Floating offshore wind
Floating offshore wind sector: a market with promising development
Floating offshore wind technology makes it possible to envisage the deployment of offshore systems in areas inaccessible to bottom-fixed wind turbines due to water depth of more than 60 m. Its proven efficiency also for shallow waters makes it a competitive alternative to the use of piles or gravity foundations. Developing this technology would allow better exploitation of offshore wind fields. The first pilot farms show an average load factor of 65% to 70% when the bottom-fixed wind turbines have a load factor of 40-45% offshore and 22% onshore. The distance from the coast offers a more constant wind with a higher average speed, but represents a strong constraint for the export of the power produced. The market is emerging, with development supported by several pilot farms, some of which are already in operation. Knowing that 80% of the offshore wind energy available in Europe is located in depths suitable for floating technology and that the additional operating costs compared to bottom-fixed wind turbines are lower than expected, the sector anticipates very rapid development. This is confirmed by the performance of current prototypes, which is better than initially forecast.
Reliability and performance issues
The main challenges for the deployment of floating offshore wind sector in France and internationally are :
- The reliability of mobile systems over 20 to 25 years in a hostile marine environment,
- A gain in performance conditioned by the minimisation of production losses linked to floating structure movements,
- The reliability and robustness of the dynamic part of the power export cable,
- The integration of future commercial farms with existing marine activities,
- The setting up of an industrial sector and dedicated port areas,
- The construction of an installation and maintenance chain with adapted means,
- The economic attractiveness that requires achieving an average cost of energy produced that is competitive with other sources of decarbonated energy,
- Applicable regulations and the acceptability of projects that can cause significant delays that then limit the deployment of technologies.
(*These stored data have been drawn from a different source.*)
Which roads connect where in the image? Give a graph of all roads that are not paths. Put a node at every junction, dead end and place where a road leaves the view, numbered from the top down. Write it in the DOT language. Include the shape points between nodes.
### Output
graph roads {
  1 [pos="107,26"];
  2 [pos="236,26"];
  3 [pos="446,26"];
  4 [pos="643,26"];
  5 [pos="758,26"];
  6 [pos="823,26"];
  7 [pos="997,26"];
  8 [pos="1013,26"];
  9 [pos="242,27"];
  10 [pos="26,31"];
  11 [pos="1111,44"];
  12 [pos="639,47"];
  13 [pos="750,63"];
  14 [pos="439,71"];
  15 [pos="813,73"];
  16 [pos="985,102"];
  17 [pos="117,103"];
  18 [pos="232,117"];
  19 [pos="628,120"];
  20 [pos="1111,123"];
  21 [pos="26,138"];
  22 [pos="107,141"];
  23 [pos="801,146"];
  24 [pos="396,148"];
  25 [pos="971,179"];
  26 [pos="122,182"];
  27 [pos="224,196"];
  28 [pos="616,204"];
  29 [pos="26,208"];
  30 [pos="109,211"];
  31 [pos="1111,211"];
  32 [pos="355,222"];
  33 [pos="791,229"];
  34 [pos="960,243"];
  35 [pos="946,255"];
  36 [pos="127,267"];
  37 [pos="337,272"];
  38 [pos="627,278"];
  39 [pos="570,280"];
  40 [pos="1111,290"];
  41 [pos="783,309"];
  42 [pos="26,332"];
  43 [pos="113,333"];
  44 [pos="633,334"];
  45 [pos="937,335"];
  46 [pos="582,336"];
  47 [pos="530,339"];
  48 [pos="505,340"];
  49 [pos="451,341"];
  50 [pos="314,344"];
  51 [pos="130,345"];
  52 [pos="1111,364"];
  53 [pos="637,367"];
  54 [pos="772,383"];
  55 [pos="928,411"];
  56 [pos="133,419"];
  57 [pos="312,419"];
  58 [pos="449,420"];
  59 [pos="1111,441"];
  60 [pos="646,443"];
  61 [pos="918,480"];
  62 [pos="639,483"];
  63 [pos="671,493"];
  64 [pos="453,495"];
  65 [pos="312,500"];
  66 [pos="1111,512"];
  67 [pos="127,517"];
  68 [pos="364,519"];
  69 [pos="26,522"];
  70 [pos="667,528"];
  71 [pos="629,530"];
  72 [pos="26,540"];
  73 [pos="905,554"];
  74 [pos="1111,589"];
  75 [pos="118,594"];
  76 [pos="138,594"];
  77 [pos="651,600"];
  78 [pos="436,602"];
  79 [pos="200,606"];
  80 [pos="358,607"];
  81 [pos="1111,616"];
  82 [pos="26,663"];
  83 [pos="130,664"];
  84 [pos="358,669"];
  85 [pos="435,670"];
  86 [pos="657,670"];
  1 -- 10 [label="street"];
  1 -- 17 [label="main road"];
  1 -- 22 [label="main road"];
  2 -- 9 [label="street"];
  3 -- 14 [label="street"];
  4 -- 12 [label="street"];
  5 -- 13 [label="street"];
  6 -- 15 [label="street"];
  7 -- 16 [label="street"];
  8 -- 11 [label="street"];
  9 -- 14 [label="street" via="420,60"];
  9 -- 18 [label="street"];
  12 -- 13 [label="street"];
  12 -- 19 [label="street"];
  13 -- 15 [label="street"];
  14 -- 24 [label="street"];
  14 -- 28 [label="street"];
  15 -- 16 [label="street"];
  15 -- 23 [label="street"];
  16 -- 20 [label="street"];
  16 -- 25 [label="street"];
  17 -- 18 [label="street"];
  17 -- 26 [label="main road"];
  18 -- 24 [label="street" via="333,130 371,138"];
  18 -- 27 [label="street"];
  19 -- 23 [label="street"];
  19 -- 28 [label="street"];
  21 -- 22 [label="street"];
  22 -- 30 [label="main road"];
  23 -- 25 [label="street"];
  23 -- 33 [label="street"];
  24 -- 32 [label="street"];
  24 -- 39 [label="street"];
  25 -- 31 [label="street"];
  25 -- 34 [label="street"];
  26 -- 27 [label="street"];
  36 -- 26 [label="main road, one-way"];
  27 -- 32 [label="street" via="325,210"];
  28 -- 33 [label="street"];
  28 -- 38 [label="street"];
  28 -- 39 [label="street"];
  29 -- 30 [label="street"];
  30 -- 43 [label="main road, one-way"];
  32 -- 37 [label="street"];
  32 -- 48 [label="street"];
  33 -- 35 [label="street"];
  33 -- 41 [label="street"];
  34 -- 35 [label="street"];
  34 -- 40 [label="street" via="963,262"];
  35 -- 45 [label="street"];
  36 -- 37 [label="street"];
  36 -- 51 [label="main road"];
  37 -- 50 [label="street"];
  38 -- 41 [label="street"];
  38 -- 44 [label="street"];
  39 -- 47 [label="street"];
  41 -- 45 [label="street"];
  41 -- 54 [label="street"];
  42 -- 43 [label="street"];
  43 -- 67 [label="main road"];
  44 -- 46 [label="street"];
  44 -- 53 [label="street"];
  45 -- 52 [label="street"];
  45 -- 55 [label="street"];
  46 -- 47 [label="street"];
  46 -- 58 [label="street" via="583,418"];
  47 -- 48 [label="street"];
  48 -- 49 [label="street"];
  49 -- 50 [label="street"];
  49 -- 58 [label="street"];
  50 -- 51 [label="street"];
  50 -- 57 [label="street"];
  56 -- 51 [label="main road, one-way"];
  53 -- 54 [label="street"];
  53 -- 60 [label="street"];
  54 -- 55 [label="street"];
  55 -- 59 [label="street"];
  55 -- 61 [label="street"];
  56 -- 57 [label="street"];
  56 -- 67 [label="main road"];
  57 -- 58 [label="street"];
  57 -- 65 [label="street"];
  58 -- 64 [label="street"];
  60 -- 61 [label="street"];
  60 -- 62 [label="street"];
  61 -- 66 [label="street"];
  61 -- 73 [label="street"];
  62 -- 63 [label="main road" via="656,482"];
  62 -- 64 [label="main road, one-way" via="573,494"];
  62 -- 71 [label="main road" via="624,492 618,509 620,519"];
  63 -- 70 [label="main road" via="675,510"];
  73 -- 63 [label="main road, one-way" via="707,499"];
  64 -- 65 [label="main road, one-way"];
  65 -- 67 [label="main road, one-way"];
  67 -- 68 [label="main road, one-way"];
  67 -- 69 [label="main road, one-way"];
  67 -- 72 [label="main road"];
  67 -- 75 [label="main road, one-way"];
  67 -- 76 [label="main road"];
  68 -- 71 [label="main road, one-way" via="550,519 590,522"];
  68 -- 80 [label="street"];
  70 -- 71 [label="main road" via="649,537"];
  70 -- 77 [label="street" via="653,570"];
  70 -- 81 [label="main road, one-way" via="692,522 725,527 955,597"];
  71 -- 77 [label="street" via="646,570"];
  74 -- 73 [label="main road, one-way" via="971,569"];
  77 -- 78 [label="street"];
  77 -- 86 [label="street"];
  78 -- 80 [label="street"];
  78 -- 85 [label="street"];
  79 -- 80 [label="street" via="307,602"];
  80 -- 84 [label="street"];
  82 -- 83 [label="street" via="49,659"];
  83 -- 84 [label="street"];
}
In France, calls for tenders for four pilot farms were awarded in 2016. The first productions are expected in 2022. In the framework of the law on multiannual programming of energy published in 2020, the French State announces commercial farms to be awarded as early as 2021. These elements underline the need to provide rapid responses to the challenges of floating offshore wind sector.
Wind resource, system design and environmental impact
France Energies Marines contributes to providing solutions for the floating offshore wind sector, mainly through collaborative R&D projects that enable :
- Assessing the impact of climate change on wind resources and system design (2C NOW project),
- Reducing uncertainties on the characterisation of wind resources and thus contribute to the optimisation of production (ARCWIND, CARAVELE, CASSIOWPE, POWSEIDOM and DRACCAR-NEMO projects);
- Better characterising the physical environment, particularly wave fields, while taking into account the impact of breaking waves on floating structures (DIME, DIMPACT and OROWSHI projects);
- Evaluating mooring solutions that reduce investment costs while guaranteeing a system payback, thus increasing performance, and propose adapted design standards (POLYAMOOR, MONAMOOR and BAMOS projects);
- Improving the prediction of the service life of dynamic export cables, electrical substations and mooring lines in order to propose adapted monitoring solutions and optimise the maintenance plan and conservative design costs to cover uncertainties (OMDYN2, DYNAMO, LISORE, MOSISS, AFOSS-DC, MHM-EMR, ABIOP+, BIODHYL, POLYAMOOR, MONAMOOR, SUBSEE 4D and DIONYSOS projects);
- Proposing innovative strategies to optimise the farm design and operations at sea (FLOWTOM, MUTANC projects);
- Optimising environmental, societal and economic impact studies by proposing original models integrating the ecosystem in the broadest sense to support the acceptability of projects (TROPHIK, APPEAL and WINDSERV projects);
- Supporting the choice of locations and future impact studies, in particular by proposing appropriate means and methods for data acquisition (GEOBIRD, ORNIT-EOF, ECOSYSM-EOF, SEMMACAPE and OWFSOMM projects);
- Studying the potential environmental effects of the systems by assessing the effect of electromagnetic fields from submarine cables (SPECIES project), passive acoustic monitoring of benthos (BENTHOSCOPE and BENTHOSCOPE2 projects) or the quantitative assessment of metals released into the marine environment from galvanic anodes (ANODE project);
- Identifying ways to improve the environmental and societal sustainability of offshore wind farms by analysing their life cycle (LIF-OWI project);
- Developing a research platform at sea (FOWRCE SEA project);
- Carrying out preliminary studies about the hydrogen offshore production (OPHARM and OPHARM2 projects),
- Proposing multi-criteria optimisation for the supply of isolated grid (OPTILE project).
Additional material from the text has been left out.